Calculate the cost for each Glue job run using a python script

Calculate the cost for each Glue job run using a python script

2024, Aug 27    

If you have used Glue service, you know that the cost of the Glue jobs is based on the DPUs and execution time of the job run. If you do not set Tags for each job then it is difficult to know exactly how much each job is costing you. For this cases, I have developed a Python script that can help you collect the information required to calculate the cost for each job run.

To start, import the libraries required and innitialize the boto3 client for each service. In this case, we will be runing the script in a Python Shell Glue job. The S3 client is required to save the reuslt as a CSV file.

import boto3
from datetime import datetime, timedelta, timezone
import pandas as pd
glue_client = boto3.client('glue')
s3_client = boto3.client('s3')  

Then using the Glue client, we need to collect the jobs using the “list_jobs” Glue API. All the jobs will be saved in a python list. This API returns a certain limit of jobs so we need to query multiple times using the “NextToken” value return in each call which indicates that there are still jobs pending to collect. When “NextToken” is not return, it means that there are no Job pendings to retrieve.

# Collect Job names
NT = ""
jobs = []
while True:
  response = glue_client.list_jobs(NextToken=NT)
  if 'JobNames' in response and len(response['JobNames']) > 0:
    jobs = jobs + response['JobNames']
    if "NextToken" in response:
      NT = response["NextToken"]
      continue
  break

Now that we have a python list with all the job names, we need to retrieve all the job runs for each job name. In this case we will collect all the job runs for the last 90 days using the Glue API “get_job_runs”. Same as before, this API, does not return all the information at once, so we need to call it multiple times as long the response includes “NextToken” which means there is still pending job runs to retrieve.

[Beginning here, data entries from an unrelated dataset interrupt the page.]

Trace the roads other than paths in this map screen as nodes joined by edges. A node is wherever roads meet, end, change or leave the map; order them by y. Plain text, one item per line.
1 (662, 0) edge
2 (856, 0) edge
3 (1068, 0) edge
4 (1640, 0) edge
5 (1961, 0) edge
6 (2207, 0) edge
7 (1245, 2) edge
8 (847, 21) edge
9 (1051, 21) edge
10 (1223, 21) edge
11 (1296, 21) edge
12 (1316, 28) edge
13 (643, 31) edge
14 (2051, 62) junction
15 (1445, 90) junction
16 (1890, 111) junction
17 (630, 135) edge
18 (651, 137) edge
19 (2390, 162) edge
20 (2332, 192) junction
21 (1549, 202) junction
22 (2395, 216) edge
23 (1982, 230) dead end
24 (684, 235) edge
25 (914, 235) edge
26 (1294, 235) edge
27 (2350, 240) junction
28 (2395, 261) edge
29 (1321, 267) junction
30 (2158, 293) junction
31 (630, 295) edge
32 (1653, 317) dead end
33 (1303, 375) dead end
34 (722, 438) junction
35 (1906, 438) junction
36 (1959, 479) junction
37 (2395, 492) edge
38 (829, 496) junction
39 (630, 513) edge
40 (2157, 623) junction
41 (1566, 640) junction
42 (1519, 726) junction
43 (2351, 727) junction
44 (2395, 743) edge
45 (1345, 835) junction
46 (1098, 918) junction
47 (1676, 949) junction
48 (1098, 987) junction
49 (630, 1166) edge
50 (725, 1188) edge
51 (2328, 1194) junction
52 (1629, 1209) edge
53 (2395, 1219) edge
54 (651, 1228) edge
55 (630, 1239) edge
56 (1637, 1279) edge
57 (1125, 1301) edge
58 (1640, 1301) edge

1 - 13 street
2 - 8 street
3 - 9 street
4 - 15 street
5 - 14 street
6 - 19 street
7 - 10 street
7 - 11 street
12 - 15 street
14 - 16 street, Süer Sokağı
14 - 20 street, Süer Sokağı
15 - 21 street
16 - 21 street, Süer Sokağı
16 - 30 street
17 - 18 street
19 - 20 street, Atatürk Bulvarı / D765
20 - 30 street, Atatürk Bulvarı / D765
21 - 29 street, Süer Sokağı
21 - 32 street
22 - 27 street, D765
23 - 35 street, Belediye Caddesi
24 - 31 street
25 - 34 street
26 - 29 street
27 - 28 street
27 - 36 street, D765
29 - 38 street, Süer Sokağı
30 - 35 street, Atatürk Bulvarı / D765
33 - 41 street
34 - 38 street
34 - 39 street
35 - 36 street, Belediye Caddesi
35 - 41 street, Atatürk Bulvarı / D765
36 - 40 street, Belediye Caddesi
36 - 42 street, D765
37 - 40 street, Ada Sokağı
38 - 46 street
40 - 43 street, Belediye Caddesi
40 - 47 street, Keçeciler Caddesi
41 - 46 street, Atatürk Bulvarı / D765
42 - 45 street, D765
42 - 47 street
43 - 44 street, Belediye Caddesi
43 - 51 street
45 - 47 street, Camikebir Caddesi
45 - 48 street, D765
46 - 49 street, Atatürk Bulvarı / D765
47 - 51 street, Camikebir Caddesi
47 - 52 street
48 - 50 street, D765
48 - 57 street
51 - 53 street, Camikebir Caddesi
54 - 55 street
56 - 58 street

# Collect job runs for each job name
job_runs = []
NT = ""
now = datetime.now(timezone.utc)
past_date_before_90days = now - timedelta(days = 90)
for job in jobs:
  old_job_run = False
  while True:
    response = glue_client.get_job_runs(JobName=job, NextToken=NT, MaxResults=200)
    print(f"response: {response}")
    if 'JobRuns' in response and len(response['JobRuns']) > 0:
      for job_run in response['JobRuns']:
        if job_run['StartedOn'] < past_date_before_90days:
          old_job_run = True
          break
        else:
          job_runs.append(job_run)
    if old_job_run or "NextToken" not in response:
      break

Finally, once the data is already collected, we create a python Dataframe using Pandas and save the result as CSV file into S3 using the Boto3 API “upload_file”. We need to have a Bucket created and set the Prefix (or route) to save the file in S3.

# Save data as DF
df = pd.DataFrame(job_runs) 
# Save Results to S3
df.to_csv("/tmp/output.csv", index=False)
s3_client.upload_file('/tmp/output.csv', 'BUCKET_NAME', 'PREFIX/output.csv')

Once we have this information in a spreadsheet, we can use the pricing guidelines from Glue to calculate the cost of each job run based on the DPU, time consumption, job type, executtion class etc.

-->